I read the essay to which you posted a link. I have to say that I don't agree with a lot of it, but it would take too long for me to go through it point by point. One thing it does highlight is how nebulous the whole issue is, although I'm not sure if it was the author's intention to highlight this. I agree that anti-Americanism can be extreme, irrational and reflex, and I don't actually consider myself anti-American. I'm not. To be 'anti-American' even seems non-sensical to me. I suppose I feel ambivalent towards America, but my desire, for instance, to move to America earlier this year was partly out of a simple attraction to the country similar to that expressed by the author's daughter. This doesn't stop me recoiling from certain behaviours, actions and attitudes and commenting on them.

I don't expect all I say to go unchallenged, and you're right to pick me up on my comments if you feel the need to, but I don't think your response is the only response that can be made. I think that I am, broadly speaking, something of a misanthrope, and this is how I tend to achieve an egalitarian view of humans. One people is more or less as bad as another, but in different ways. And for the most part what we can do is talk about those different ways in which we are bad. It's not that I never see the good in anything, but somehow the good always seems more nebulous, or perhaps makes less impression when I do talk about it. On this occasion I happened to be talking about the negative side of America, which is, I believe, very real. On other occasions I have expressed more positive ideas. And, for what it's worth, I do think America makes a better superpower than, for instance, China, as it currently exists, ever would. But I don't feel the need, every time I write about something, to carefully balance the bad with the good. I might feel a need to be more balanced - certainly more balanced than the author of that article - if I was writing an essay or something like that, but not making a quick comment on a blog post.

To give an example of a different response to negative generalisations, my own tendency is not to take them to heart. As an example, I am friends with a Japanese girl here, and once she told me that British people seem nice at first, but underneath they're all monsters. I didn't feel she'd said something terrible or that there was a need to persuade her otherwise. That was simply something she wished to express at that moment. I believe I asked her why she thought that, and said that maybe she was right. I know that she wasn't referring to me. It seemed too bland and obvious to say, "But some British people are nice." It even seemed pointless to do so. I had no desire to pitch against her remark all the things I had disliked about Japan. Besides which, she lives in Britain and has said a number of times that she prefers it here to Japan. Life is not simple, and though such remarks can never come near to encapsulating some great overarching truth, I don't personally feel the need to whitewash them on that account. Also, my own remarks, while perhaps a little crude, were at least more specific than the example I've just given.

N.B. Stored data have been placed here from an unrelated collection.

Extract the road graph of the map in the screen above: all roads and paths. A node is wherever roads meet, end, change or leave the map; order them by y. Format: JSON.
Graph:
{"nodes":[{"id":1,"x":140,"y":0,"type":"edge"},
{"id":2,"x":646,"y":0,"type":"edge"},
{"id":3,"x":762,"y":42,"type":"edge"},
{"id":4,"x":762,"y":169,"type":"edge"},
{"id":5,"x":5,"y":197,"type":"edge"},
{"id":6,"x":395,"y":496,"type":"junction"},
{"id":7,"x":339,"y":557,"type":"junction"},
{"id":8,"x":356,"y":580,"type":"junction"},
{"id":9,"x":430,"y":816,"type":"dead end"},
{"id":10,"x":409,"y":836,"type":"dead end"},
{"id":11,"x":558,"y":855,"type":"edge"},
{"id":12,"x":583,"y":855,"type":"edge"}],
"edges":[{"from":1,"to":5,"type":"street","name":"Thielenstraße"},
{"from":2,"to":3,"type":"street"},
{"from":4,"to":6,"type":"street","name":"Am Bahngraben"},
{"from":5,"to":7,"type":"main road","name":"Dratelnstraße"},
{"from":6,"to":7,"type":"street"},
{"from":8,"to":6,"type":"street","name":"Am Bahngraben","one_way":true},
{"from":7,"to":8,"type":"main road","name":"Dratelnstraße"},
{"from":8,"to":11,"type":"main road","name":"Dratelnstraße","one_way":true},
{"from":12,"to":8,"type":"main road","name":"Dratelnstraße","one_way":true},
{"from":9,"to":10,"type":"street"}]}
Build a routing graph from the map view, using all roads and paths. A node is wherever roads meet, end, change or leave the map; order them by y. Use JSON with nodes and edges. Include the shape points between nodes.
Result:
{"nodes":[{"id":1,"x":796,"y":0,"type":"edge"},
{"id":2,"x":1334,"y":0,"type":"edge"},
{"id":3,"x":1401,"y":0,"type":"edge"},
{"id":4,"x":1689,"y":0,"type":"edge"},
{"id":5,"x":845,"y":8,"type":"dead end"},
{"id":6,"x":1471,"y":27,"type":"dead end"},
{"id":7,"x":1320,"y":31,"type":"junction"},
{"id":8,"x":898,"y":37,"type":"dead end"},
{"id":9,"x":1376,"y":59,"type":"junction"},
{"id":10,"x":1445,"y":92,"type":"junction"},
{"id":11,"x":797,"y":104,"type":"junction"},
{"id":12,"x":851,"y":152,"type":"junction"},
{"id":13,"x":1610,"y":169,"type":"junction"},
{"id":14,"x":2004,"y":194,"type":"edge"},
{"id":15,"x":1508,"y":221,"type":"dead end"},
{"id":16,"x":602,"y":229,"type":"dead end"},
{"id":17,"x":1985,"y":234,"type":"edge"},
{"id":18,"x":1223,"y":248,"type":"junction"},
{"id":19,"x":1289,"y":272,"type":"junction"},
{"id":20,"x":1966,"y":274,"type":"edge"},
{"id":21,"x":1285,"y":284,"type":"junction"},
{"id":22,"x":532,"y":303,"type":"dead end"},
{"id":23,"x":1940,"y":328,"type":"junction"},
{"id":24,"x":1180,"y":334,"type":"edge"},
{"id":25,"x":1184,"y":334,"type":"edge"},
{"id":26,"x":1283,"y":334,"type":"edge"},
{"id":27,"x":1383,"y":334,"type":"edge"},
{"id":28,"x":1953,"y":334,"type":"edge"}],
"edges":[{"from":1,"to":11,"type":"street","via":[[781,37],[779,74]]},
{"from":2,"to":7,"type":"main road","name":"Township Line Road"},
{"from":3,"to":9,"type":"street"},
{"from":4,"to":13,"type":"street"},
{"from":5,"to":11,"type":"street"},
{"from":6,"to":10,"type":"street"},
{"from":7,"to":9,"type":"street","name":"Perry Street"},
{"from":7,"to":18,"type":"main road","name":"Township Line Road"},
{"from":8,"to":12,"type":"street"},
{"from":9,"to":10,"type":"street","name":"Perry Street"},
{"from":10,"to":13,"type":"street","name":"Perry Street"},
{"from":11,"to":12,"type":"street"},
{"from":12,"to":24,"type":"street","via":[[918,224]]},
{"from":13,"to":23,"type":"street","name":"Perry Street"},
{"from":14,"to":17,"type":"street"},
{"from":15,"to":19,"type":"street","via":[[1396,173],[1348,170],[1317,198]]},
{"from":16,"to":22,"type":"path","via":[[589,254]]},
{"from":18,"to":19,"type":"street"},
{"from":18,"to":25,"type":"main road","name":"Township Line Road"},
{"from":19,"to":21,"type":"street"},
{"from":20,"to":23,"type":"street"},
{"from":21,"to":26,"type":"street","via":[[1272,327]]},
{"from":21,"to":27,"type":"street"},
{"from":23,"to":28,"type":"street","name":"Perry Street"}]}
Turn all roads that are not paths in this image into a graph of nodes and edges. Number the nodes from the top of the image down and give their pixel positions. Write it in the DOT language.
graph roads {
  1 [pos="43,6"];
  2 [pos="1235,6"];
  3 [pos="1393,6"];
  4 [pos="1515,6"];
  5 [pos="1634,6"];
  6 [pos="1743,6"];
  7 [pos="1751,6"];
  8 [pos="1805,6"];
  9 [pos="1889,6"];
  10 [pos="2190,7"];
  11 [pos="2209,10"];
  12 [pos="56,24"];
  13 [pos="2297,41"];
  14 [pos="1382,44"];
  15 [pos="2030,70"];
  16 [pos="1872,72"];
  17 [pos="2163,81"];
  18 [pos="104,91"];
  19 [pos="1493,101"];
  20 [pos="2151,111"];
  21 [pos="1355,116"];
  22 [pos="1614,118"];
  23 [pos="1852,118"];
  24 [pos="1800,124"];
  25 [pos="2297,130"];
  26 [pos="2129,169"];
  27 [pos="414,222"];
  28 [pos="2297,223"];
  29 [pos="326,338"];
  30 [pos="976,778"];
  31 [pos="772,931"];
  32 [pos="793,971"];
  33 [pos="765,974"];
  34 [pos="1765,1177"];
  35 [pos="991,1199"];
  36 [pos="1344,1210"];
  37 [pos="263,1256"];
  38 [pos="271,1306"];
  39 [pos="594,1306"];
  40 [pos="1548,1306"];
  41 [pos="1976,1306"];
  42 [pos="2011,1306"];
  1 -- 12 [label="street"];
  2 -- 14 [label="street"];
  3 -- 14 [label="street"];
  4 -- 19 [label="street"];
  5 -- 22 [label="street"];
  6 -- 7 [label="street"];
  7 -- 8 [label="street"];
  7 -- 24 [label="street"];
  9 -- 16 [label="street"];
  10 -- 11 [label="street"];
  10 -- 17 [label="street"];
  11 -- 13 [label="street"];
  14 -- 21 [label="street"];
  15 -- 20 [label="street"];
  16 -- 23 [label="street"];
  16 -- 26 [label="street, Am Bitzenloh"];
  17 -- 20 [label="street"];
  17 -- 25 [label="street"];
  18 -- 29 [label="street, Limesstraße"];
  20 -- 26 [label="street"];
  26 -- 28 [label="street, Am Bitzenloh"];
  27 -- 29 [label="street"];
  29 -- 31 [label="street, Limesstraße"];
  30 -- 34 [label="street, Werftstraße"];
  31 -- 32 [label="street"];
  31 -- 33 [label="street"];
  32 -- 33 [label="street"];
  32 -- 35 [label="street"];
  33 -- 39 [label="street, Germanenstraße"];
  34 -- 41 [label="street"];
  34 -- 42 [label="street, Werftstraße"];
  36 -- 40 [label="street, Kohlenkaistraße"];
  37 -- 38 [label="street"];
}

Well, I'm sure that I haven't covered everything, and that I probably can't, but if you feel the need to pick me up on anything else, feel free.

(no subject)

Date: 2006-12-11 09:51 am (UTC)
From: [identity profile] bricology.livejournal.com
Oh, I don't agree with everything Bryan Appleyard wrote in that essay either, but I think he makes some very valid points about America's stature in the world, and about some of the motivations for people's criticisms of it.

The reason that I took Nick to task for his comments is due to a pattern or America-bashing that he's displayed over the course of many different entries. It's pretty much the same every time -- to play "find anything that can be construed as negative about the US, and play it up as if it were symptomatic of America and Americans". His rhetoric is too revealing, with choices of words like "outrageous" and "inadequacy" -- very loaded terms.